- _EXERCISE BRIEF_
Give back every record word for word, keeping the pictures out.

[Excerpts from a dataset]
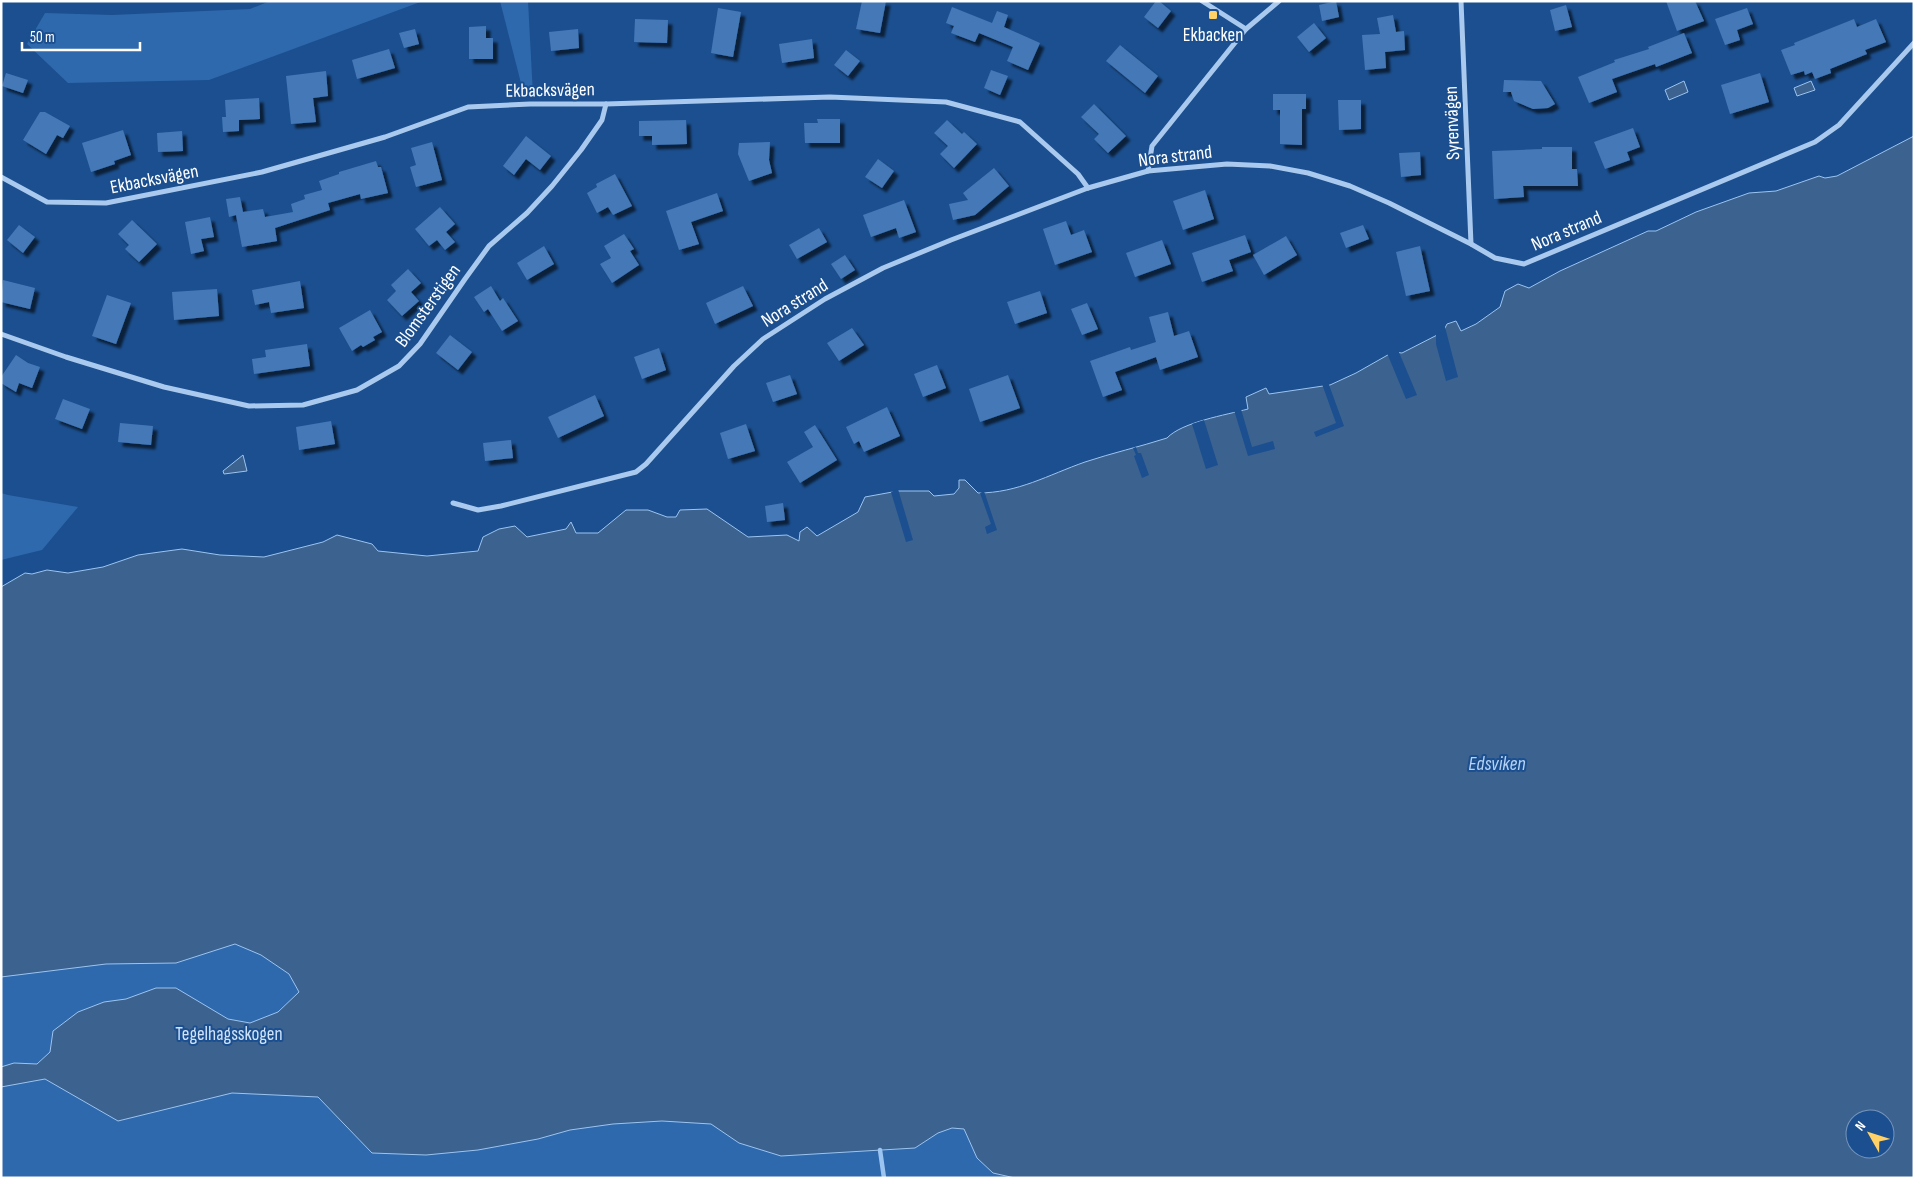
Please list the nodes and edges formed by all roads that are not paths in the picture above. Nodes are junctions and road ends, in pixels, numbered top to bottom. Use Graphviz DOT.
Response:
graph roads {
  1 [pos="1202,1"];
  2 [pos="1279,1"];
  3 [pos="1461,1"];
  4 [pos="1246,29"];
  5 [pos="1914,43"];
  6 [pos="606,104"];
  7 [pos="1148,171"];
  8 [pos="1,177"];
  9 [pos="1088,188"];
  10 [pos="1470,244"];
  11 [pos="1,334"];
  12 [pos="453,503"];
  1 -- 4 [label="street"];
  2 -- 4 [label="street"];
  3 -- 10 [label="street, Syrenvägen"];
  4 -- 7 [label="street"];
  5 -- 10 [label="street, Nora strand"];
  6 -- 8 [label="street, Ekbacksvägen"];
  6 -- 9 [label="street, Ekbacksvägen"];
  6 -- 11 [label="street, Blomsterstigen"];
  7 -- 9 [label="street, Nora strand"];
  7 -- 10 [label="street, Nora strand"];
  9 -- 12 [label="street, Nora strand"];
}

- _RESULT BELOW_
Please list the nodes and edges formed by all roads that are not paths in the picture above. Nodes are junctions and road ends, in pixels, numbered top to bottom. Use Graphviz DOT.
Response:
graph roads {
  1 [pos="1202,1"];
  2 [pos="1279,1"];
  3 [pos="1461,1"];
  4 [pos="1246,29"];
  5 [pos="1914,43"];
  6 [pos="606,104"];
  7 [pos="1148,171"];
  8 [pos="1,177"];
  9 [pos="1088,188"];
  10 [pos="1470,244"];
  11 [pos="1,334"];
  12 [pos="453,503"];
  1 -- 4 [label="street"];
  2 -- 4 [label="street"];
  3 -- 10 [label="street, Syrenvägen"];
  4 -- 7 [label="street"];
  5 -- 10 [label="street, Nora strand"];
  6 -- 8 [label="street, Ekbacksvägen"];
  6 -- 9 [label="street, Ekbacksvägen"];
  6 -- 11 [label="street, Blomsterstigen"];
  7 -- 9 [label="street, Nora strand"];
  7 -- 10 [label="street, Nora strand"];
  9 -- 12 [label="street, Nora strand"];
}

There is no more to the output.